[PROVIDED DATA — start]
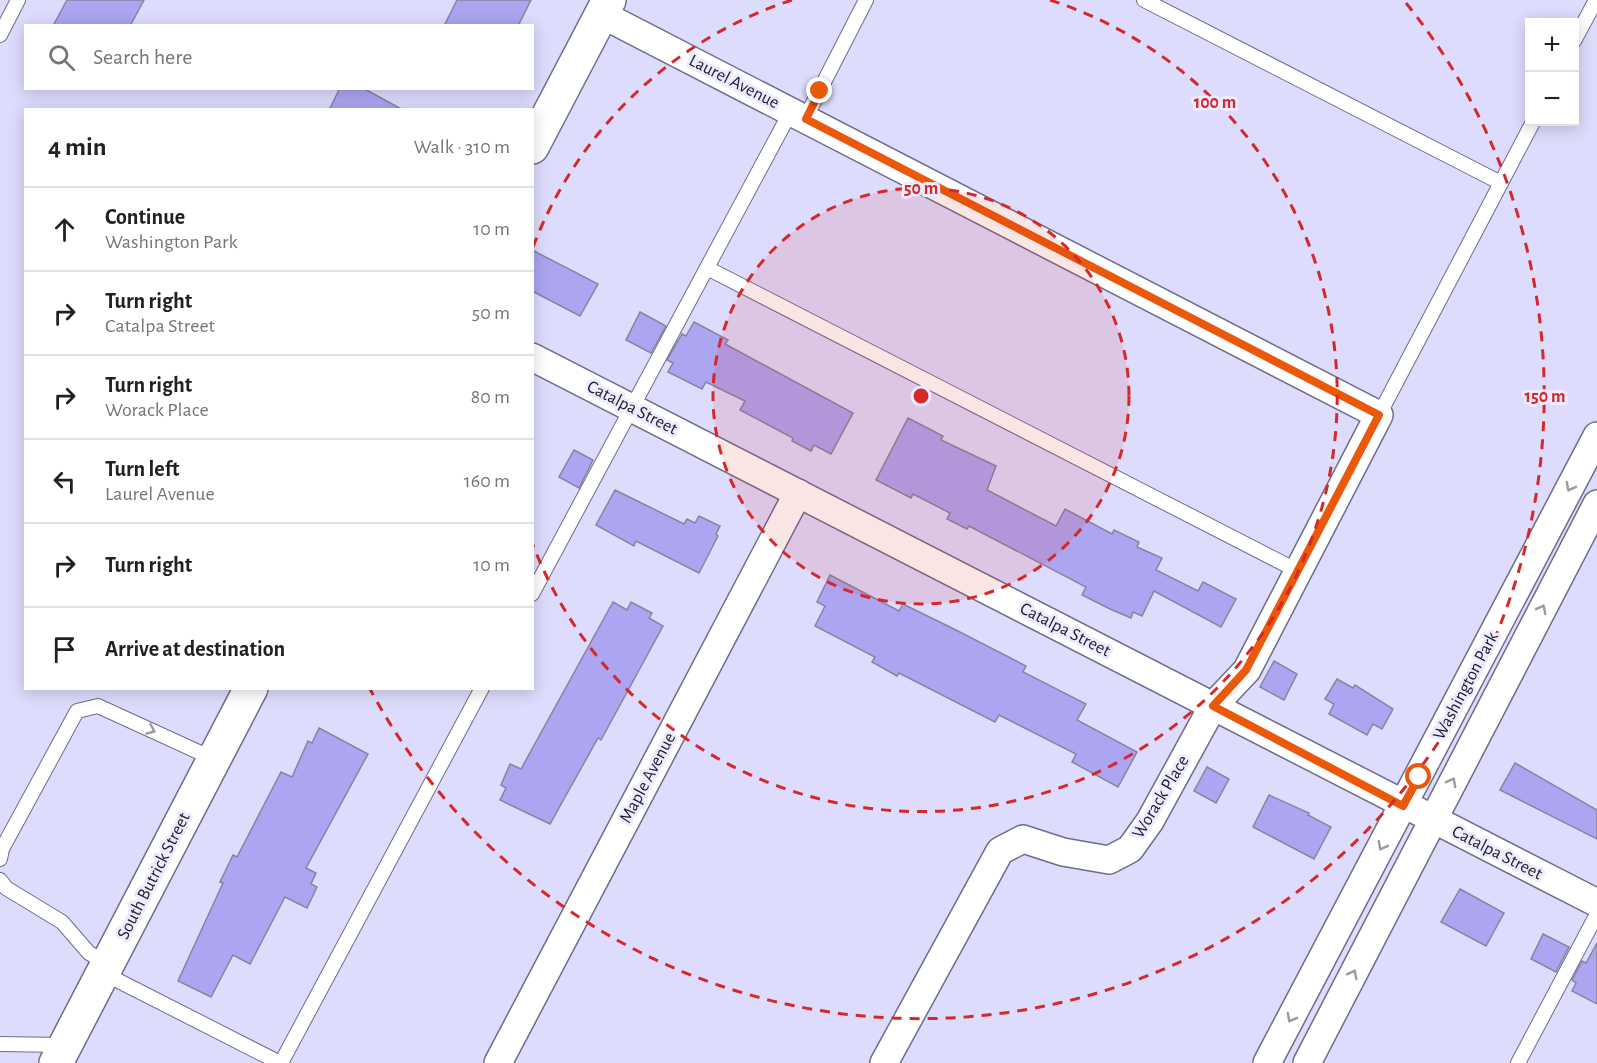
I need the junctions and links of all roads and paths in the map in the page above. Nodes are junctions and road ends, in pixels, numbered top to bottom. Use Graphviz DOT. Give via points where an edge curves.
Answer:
graph roads {
  1 [pos="18,0"];
  2 [pos="866,0"];
  3 [pos="1144,0"];
  4 [pos="1596,0"];
  5 [pos="605,7"];
  6 [pos="1579,33"];
  7 [pos="0,35"];
  8 [pos="798,115"];
  9 [pos="1531,126"];
  10 [pos="534,143"];
  11 [pos="1500,183"];
  12 [pos="707,268"];
  13 [pos="534,358"];
  14 [pos="632,408"];
  15 [pos="1379,415"];
  16 [pos="1597,436"];
  17 [pos="798,493"];
  18 [pos="1597,504"];
  19 [pos="1298,571"];
  20 [pos="534,590"];
  21 [pos="250,690"];
  22 [pos="481,690"];
  23 [pos="1213,706"];
  24 [pos="214,759"];
  25 [pos="1403,806"];
  26 [pos="1432,821"];
  27 [pos="0,860"];
  28 [pos="0,880"];
  29 [pos="1597,903"];
  30 [pos="1597,914"];
  31 [pos="105,969"];
  32 [pos="0,1044"];
  33 [pos="61,1054"];
  34 [pos="280,1063"];
  35 [pos="498,1063"];
  36 [pos="884,1063"];
  37 [pos="1267,1063"];
  38 [pos="1307,1063"];
  39 [pos="1518,1063"];
  1 -- 7 [label="lane"];
  2 -- 8 [label="lane"];
  3 -- 11 [label="lane"];
  4 -- 6 [label="lane"];
  5 -- 8 [label="street, Laurel Avenue"];
  5 -- 10 [label="street"];
  8 -- 12 [label="lane"];
  8 -- 15 [label="street, Laurel Avenue"];
  9 -- 11 [label="lane"];
  11 -- 15 [label="lane"];
  12 -- 14 [label="lane"];
  12 -- 19 [label="lane"];
  13 -- 14 [label="street, Catalpa Street"];
  14 -- 17 [label="street, Catalpa Street"];
  14 -- 20 [label="lane"];
  15 -- 19 [label="street, Worack Place"];
  16 -- 25 [label="street, Washington Park, one-way"];
  17 -- 23 [label="street, Catalpa Street"];
  17 -- 35 [label="street, Maple Avenue"];
  26 -- 18 [label="street, Washington Park, one-way"];
  19 -- 23 [label="street, Worack Place" via="1246,670"];
  21 -- 24 [label="street, South Butrick Street"];
  22 -- 34 [label="lane"];
  23 -- 25 [label="street, Catalpa Street"];
  23 -- 36 [label="street, Worack Place" via="1150,821 1130,849 1109,860 1063,852 1023,839 1000,851"];
  27 -- 24 [label="lane, one-way" via="2,849 76,711 98,706"];
  24 -- 31 [label="street, South Butrick Street"];
  25 -- 26 [label="street, Catalpa Street"];
  25 -- 37 [label="street, Washington Park, one-way"];
  26 -- 29 [label="street, Catalpa Street"];
  38 -- 26 [label="street, Washington Park, one-way"];
  28 -- 31 [label="lane" via="6,888 62,922"];
  30 -- 39 [label="lane"];
  31 -- 33 [label="street, South Butrick Street"];
  31 -- 34 [label="lane"];
  32 -- 33 [label="lane"];
}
[PROVIDED DATA — finish]
Read the entries above and find each line holding the word "Avenue". Copy it out.

ANSWER SPACE:
  5 -- 8 [label="street, Laurel Avenue"];
  8 -- 15 [label="street, Laurel Avenue"];
  17 -- 35 [label="street, Maple Avenue"];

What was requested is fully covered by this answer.